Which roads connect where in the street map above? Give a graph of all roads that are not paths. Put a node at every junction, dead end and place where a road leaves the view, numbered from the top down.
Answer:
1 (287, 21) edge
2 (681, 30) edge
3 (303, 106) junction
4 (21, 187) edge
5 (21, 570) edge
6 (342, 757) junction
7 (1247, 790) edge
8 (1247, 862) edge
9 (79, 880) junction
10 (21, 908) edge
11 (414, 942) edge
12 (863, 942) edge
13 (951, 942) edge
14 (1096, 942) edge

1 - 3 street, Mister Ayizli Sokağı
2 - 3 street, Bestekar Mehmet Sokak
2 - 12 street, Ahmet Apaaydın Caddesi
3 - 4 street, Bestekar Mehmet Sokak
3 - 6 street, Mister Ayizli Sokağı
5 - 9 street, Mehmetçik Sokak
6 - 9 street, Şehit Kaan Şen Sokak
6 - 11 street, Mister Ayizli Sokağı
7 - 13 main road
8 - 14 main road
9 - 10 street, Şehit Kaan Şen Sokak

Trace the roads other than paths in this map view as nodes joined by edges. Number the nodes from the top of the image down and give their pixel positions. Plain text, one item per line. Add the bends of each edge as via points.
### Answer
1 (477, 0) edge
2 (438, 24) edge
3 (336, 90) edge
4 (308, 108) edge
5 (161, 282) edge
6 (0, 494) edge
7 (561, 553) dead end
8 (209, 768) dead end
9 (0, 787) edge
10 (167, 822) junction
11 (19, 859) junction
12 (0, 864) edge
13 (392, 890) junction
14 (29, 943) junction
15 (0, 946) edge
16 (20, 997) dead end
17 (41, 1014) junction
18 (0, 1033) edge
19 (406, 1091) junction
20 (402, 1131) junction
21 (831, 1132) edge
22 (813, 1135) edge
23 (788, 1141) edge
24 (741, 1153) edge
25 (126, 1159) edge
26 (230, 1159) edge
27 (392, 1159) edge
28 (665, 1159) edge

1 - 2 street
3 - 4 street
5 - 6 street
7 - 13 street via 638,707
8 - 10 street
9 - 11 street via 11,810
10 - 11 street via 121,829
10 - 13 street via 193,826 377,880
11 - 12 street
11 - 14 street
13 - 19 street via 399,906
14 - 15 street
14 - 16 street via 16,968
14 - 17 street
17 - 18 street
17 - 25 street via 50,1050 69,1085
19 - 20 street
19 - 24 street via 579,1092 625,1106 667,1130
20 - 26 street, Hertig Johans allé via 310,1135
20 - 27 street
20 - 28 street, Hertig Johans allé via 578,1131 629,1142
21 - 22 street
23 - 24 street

#####

## Exercise goal
In the material above, find each line that contains the word "view", and select it.

## Result
Which roads connect where in the street map above? Give a graph of all roads that are not paths. Put a node at every junction, dead end and place where a road leaves the view, numbered from the top down.
Trace the roads other than paths in this map view as nodes joined by edges. Number the nodes from the top of the image down and give their pixel positions. Plain text, one item per line. Add the bends of each edge as via points.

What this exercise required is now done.